Fußball RHEINPFALZ Plus Artikel VfR Frankenthal beim Fünften Queichhambach vor schwerer Aufgabe

Matteo Randazzo
Matteo Randazzo

Zwei Spiele, zwei Niederlagen – der Start des Fußball-Bezirksligisten VfR Frankenthal ist ausbaufähig. Selbst dann, wenn berücksichtigt wird, dass es sich mit dem SV Geinsheim und dem TuS Knittelsheim um zwei Spitzenmannschaften (Platz eins und zwei) handelt, gegen die der VfR verloren hat.

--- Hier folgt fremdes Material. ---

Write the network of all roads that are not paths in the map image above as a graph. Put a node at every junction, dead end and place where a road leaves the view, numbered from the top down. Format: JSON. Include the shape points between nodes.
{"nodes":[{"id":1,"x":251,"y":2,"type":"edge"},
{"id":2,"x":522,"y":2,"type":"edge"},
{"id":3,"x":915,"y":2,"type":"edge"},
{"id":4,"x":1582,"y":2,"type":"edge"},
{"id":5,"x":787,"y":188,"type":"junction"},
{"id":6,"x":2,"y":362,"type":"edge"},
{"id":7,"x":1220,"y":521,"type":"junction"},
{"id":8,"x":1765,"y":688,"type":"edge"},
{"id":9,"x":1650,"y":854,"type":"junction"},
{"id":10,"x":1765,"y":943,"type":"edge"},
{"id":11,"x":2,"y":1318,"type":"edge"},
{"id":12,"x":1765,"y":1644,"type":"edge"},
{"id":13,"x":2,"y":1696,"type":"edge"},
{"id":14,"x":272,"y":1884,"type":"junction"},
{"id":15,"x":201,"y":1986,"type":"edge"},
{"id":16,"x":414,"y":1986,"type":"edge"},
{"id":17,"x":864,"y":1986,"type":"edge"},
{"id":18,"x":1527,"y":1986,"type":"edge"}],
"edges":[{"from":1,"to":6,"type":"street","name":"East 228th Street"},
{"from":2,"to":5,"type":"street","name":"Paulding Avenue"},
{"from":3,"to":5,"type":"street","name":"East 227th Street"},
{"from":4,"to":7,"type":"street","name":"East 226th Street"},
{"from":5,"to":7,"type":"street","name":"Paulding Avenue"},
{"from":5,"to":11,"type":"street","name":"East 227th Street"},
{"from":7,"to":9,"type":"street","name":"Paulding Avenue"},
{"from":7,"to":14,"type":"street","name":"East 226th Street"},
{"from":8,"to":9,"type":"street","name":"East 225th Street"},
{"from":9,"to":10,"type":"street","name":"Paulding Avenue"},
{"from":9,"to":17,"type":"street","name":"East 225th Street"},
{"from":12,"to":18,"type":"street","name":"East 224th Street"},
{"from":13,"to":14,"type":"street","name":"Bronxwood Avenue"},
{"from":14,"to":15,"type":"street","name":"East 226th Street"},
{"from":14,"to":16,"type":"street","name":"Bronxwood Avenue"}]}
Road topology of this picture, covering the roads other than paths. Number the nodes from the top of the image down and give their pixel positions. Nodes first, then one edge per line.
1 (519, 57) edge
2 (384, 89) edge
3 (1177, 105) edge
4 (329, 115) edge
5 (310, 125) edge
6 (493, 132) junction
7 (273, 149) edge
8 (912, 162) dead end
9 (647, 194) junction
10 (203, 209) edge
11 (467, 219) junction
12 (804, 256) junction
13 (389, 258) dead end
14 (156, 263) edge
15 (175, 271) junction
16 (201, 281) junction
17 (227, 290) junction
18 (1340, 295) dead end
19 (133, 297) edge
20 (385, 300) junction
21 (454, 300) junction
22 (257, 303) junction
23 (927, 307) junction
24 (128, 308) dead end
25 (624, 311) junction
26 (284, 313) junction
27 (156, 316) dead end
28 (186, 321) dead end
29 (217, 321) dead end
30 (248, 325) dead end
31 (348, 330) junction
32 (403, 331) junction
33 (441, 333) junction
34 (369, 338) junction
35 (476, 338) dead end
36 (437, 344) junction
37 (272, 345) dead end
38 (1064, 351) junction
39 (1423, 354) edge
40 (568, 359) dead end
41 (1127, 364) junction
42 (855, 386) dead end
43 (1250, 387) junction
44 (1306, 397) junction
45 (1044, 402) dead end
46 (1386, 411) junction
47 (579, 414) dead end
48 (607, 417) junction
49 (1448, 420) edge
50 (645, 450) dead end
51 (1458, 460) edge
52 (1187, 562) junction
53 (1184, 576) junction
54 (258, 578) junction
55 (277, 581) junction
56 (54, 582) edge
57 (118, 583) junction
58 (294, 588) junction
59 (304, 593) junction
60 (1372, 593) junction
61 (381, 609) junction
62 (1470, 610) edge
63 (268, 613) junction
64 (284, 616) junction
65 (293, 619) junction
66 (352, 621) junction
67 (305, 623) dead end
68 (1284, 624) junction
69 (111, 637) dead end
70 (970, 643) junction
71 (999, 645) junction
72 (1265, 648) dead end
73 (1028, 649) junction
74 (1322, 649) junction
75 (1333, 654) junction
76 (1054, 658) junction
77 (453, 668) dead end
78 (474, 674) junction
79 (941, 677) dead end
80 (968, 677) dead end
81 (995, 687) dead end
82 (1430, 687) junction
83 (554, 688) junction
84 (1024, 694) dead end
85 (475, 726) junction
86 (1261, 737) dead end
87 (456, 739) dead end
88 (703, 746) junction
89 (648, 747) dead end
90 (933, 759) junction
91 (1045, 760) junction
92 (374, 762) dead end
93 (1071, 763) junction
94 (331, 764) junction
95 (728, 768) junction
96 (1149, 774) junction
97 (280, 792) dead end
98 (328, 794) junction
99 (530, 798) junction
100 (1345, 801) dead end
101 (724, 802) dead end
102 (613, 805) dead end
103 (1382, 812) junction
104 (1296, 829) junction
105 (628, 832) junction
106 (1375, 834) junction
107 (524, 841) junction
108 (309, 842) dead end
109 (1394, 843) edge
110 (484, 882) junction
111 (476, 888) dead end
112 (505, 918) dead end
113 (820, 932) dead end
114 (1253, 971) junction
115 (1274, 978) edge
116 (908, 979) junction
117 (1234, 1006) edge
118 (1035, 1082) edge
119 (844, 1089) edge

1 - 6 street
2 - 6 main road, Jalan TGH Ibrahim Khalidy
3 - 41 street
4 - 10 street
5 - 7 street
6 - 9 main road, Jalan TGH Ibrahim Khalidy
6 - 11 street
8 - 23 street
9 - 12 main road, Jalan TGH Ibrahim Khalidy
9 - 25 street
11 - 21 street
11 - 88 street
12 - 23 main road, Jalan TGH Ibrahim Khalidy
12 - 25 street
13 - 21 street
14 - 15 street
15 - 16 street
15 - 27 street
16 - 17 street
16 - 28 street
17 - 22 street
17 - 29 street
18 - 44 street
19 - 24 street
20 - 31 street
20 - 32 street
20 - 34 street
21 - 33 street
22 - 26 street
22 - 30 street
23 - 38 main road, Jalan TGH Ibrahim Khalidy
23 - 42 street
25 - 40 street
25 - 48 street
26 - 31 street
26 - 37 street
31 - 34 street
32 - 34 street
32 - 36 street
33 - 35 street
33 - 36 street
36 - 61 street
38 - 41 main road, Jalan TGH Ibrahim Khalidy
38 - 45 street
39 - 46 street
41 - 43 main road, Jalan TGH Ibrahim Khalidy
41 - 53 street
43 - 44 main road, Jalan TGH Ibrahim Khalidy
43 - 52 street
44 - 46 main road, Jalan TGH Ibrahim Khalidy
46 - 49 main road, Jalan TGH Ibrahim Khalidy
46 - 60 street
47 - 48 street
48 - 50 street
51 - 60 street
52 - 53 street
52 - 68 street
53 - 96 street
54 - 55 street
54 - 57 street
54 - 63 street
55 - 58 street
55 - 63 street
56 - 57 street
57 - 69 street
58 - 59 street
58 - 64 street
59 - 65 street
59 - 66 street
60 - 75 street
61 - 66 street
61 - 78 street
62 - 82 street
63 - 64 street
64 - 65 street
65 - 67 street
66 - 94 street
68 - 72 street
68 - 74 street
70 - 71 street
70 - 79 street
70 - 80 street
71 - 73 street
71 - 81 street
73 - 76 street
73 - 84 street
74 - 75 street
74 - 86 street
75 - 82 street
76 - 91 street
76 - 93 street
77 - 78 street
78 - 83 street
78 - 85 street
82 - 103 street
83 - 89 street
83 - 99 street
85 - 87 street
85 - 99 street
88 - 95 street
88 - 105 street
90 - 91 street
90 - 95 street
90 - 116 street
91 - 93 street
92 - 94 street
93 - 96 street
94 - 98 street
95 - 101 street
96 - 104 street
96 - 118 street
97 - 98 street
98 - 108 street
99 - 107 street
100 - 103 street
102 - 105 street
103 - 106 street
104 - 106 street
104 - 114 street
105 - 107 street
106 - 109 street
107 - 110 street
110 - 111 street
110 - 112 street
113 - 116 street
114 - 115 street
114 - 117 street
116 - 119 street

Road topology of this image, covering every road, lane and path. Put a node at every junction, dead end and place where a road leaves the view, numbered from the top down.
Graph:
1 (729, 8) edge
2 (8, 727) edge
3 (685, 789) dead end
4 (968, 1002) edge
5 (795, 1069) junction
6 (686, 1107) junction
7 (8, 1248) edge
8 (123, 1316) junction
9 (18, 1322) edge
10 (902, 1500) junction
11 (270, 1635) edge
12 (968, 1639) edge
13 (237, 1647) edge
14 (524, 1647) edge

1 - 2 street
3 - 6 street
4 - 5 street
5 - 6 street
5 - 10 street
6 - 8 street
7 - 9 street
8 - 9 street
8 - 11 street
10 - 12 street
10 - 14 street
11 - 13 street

Am Sonntag (Anpfiff 15.30 Uhr) muss der VfR Frankenthal zur VTG Queichhambach reisen. „Das wird nicht leichter, kein Schönwetterspiel“, ist sich VfR-Trainer Matteo Randazzo sicher. Die Gastgeber stehen mit 42 Punkten auf Platz fünf. Die Frankenthaler haben mit 25 Zählern auf dem Konto und stehen einen Rang über dem ersten möglichen Abstiegsplatz.

Doch VfR-Trainer Matteo Randazzo war alles andere als erbaut von der Vorstellung seiner Jungs, insbesondere im Spiel gegen den TuS Knittelsheim (0:5). „Da haben wir uns quasi drei Eigentore geschossen. Wie da mache Spieler agiert haben, das hat dann auch wenig mit mangelnder Erfahrung zu tun, mehr mit fehlender Einstellung und Konzentration“, kritisiert Randazzo. „Einen Ball spielen kann jeder von uns.“

Viele kranke und verletzte Spieler

Wenn der Fokus bei den Spielern nicht auf dem Spiel liege, dann kämen eben solche Vorstellungen dabei heraus. Wobei man Spiele gegen Spitzenmannschaften schon verlieren könne, aber die Art und Weise sei entscheidend. Das habe er im Training in dieser Woche ganz deutlich angesprochen.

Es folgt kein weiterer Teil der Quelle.